> _AVAILABLE DATA_
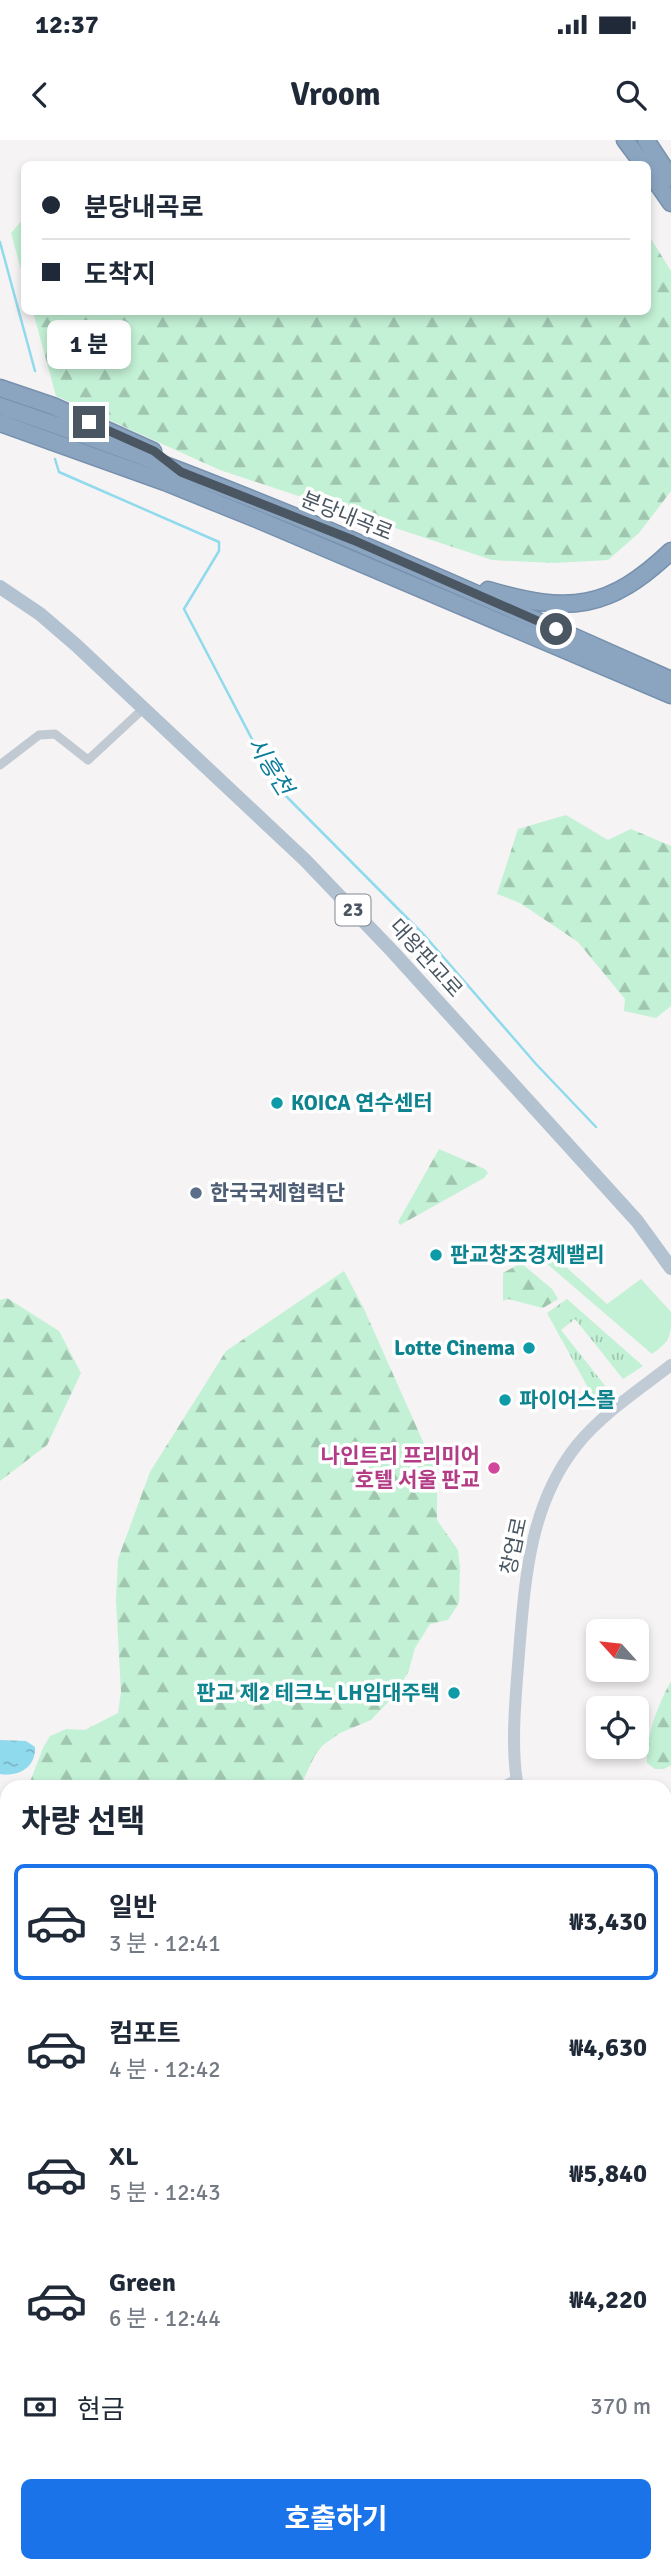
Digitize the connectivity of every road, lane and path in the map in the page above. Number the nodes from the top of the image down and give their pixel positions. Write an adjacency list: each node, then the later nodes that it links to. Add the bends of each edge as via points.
1 (625, 140): 3 (highway)
2 (646, 140): 5 (highway)
3 (641, 161)
4 (651, 174): 6 (highway)
5 (671, 178)
6 (671, 203)
7 (0, 388): 10 (highway, via 130,439)
8 (0, 405): 10 (highway, 분당내곡로)
9 (0, 423): 15 (highway, 분당내곡로, via 259,520)
10 (181, 472): 12 (highway, 분당내곡로)
11 (671, 551): 12 (highway, via 624,589 576,604 515,597)
12 (433, 575): 14 (highway, 분당내곡로)
13 (0, 587): 16 (main road, 대왕판교로 / 23, via 40,614)
14 (671, 680)
15 (671, 695)
16 (144, 708): 17 (street, via 88,760 55,733 39,735); 18 (main road, 대왕판교로 / 23, via 305,860 393,952 637,1221)
17 (0, 765)
18 (671, 1268)
19 (671, 1365): 20 (street, 창업로, via 630,1395 577,1446 537,1520 525,1581)
20 (517, 1780)

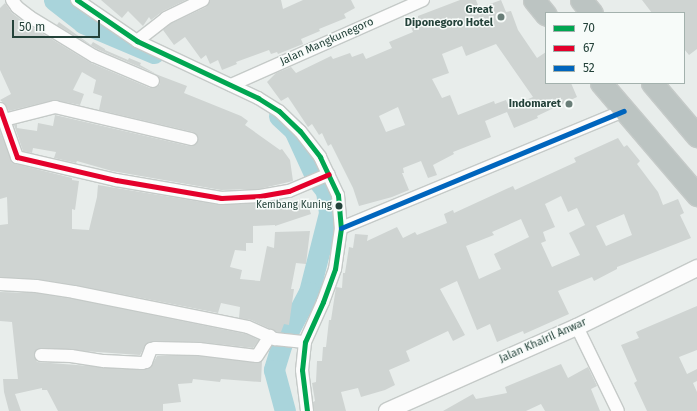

> _PROBLEM TO SOLVE_
Restate each entry word for word; pictures stay out of the copy.

> _REPLY_
Digitize the connectivity of every road, lane and path in the map in the page above. Number the nodes from the top of the image down and give their pixel positions. Write an adjacency list: each node, then the later nodes that it links to. Add the bends of each edge as via points.
1 (625, 140): 3 (highway)
2 (646, 140): 5 (highway)
3 (641, 161)
4 (651, 174): 6 (highway)
5 (671, 178)
6 (671, 203)
7 (0, 388): 10 (highway, via 130,439)
8 (0, 405): 10 (highway, 분당내곡로)
9 (0, 423): 15 (highway, 분당내곡로, via 259,520)
10 (181, 472): 12 (highway, 분당내곡로)
11 (671, 551): 12 (highway, via 624,589 576,604 515,597)
12 (433, 575): 14 (highway, 분당내곡로)
13 (0, 587): 16 (main road, 대왕판교로 / 23, via 40,614)
14 (671, 680)
15 (671, 695)
16 (144, 708): 17 (street, via 88,760 55,733 39,735); 18 (main road, 대왕판교로 / 23, via 305,860 393,952 637,1221)
17 (0, 765)
18 (671, 1268)
19 (671, 1365): 20 (street, 창업로, via 630,1395 577,1446 537,1520 525,1581)
20 (517, 1780)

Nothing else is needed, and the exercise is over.